The Department of Defence National Guard Bureau State Partnership Programme fosters a cooperative and mutually beneficial relationship by connecting a state or territory’s National Guard with a partner nation.

Palau, a close ally in Free Association with the United States of America, joined the Trust Territories in 1947 and achieved full sovereignty in 1994. Palau and Guam have been geographic, economic, and cultural neighbors for over three thousand years, both being members of the Micronesian Island family.

President Whipps also acknowledged the members of the U.S Armed Forces Veterans Association of Palau.

He praised these veterans for their role in defending freedom and their ongoing efforts to bring Veterans services to Palau after returning home and integrating into the community. The recently signed Compact Review Agreement reflects some of these efforts. While there is still a long way to go, the President stated that it is an excellent first step.

Members of the Olbiil Era Kelulau (Congress), Rubekul Belau (Traditional Leaders), State Governors, personnel from the Guam National Guard, National Guard Bureau, and local residents attended the event.

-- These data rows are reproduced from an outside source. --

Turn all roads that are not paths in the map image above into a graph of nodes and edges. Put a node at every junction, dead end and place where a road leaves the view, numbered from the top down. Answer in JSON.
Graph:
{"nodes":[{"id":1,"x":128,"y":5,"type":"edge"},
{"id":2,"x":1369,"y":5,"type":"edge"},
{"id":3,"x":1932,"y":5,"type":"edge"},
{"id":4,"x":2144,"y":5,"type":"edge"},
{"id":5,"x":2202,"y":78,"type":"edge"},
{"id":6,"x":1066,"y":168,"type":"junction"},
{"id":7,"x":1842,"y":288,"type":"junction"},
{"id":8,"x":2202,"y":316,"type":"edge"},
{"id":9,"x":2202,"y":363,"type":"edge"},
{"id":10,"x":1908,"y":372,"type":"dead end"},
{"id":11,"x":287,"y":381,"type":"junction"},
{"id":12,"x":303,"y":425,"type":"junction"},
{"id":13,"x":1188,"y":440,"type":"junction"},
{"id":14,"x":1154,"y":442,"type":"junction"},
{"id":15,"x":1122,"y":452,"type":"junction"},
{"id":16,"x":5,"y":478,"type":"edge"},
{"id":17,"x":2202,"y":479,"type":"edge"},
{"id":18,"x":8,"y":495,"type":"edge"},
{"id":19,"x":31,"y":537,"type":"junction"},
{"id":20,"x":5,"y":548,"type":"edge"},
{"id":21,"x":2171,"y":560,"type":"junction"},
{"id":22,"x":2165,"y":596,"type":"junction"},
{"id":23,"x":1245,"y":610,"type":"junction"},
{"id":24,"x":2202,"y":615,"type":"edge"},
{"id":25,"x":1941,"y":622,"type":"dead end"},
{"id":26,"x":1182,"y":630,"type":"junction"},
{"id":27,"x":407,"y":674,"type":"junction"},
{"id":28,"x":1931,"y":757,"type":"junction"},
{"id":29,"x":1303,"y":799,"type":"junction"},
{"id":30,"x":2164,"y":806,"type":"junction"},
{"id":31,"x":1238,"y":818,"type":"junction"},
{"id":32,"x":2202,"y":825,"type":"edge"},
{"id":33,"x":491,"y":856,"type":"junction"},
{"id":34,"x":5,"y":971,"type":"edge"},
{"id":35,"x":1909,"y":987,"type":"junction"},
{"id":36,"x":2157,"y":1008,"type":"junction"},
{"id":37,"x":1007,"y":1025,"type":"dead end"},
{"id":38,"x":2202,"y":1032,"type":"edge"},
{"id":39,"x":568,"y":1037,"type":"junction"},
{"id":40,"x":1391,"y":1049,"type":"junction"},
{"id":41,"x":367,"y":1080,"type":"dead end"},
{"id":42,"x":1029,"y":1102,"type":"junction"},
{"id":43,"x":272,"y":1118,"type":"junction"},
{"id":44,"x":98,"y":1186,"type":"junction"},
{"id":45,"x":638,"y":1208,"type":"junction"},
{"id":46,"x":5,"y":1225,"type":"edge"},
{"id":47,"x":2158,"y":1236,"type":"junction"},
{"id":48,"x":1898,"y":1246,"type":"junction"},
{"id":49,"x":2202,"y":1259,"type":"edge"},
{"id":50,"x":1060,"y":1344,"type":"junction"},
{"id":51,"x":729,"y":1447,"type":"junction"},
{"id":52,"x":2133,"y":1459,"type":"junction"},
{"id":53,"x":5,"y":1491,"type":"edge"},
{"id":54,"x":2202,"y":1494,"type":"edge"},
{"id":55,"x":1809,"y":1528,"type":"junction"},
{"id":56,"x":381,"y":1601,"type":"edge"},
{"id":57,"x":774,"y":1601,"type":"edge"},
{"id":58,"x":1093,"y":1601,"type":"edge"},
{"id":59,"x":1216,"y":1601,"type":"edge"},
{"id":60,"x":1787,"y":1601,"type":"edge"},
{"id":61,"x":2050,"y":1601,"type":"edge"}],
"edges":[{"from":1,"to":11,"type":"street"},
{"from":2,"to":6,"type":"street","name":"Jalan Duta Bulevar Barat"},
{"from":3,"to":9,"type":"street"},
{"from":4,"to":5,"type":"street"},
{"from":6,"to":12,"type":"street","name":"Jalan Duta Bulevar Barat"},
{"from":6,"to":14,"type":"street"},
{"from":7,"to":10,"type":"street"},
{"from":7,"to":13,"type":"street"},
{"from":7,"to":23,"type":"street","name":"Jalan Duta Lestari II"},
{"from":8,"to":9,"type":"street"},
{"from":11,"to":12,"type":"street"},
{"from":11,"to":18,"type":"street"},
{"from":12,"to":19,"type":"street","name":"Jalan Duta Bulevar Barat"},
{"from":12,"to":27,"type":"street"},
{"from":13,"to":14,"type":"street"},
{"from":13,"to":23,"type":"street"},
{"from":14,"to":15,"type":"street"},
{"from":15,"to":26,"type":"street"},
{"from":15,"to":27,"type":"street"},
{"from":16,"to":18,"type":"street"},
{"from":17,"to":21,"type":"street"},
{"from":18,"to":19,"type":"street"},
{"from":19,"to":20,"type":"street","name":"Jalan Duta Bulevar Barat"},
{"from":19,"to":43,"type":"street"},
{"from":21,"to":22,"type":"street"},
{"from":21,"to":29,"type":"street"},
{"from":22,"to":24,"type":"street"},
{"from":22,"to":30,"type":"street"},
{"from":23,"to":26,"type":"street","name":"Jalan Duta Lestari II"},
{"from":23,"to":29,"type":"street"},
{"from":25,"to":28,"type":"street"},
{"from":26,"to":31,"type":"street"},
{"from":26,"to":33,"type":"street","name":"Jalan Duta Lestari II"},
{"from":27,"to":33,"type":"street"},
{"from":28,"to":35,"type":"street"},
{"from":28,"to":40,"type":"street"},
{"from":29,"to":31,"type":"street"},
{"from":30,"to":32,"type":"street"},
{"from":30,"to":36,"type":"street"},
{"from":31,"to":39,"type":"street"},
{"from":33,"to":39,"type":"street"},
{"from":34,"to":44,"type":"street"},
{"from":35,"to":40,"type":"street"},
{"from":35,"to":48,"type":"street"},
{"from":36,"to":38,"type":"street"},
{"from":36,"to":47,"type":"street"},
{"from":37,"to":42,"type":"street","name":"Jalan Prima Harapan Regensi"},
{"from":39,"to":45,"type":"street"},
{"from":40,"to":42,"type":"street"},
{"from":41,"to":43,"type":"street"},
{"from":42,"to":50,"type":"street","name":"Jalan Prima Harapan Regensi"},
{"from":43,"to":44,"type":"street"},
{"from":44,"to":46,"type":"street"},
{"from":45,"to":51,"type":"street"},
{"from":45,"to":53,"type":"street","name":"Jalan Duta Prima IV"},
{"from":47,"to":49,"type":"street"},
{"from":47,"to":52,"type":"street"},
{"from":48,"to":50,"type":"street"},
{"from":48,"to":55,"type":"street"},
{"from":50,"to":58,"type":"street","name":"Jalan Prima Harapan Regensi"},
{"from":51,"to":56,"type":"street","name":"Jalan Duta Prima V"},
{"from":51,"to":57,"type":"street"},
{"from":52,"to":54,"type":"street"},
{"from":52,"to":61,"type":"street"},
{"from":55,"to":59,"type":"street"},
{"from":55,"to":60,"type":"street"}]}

Emceeing the event were Major Marvin Yamada a son of Palau serving with the Washington Air National Guard, and Colonel Sheila Compton-Rivo, chief of joint staff, Guam National Guard.

Staff Sergeant Christina Adelbai, a daughter of Palau serving with the Guam National Guard, read the declaration: “The Guam National Guard and the Republic of Palau are bound in friendship, history, culture, and cooperation through the National Guard State Partnership Programme.”

The president, who is running for re-election this year, said the partnership will help to ensure a “free and open Indo-Pacific” and help Palau and Guam to “be prosperous and live in peace.”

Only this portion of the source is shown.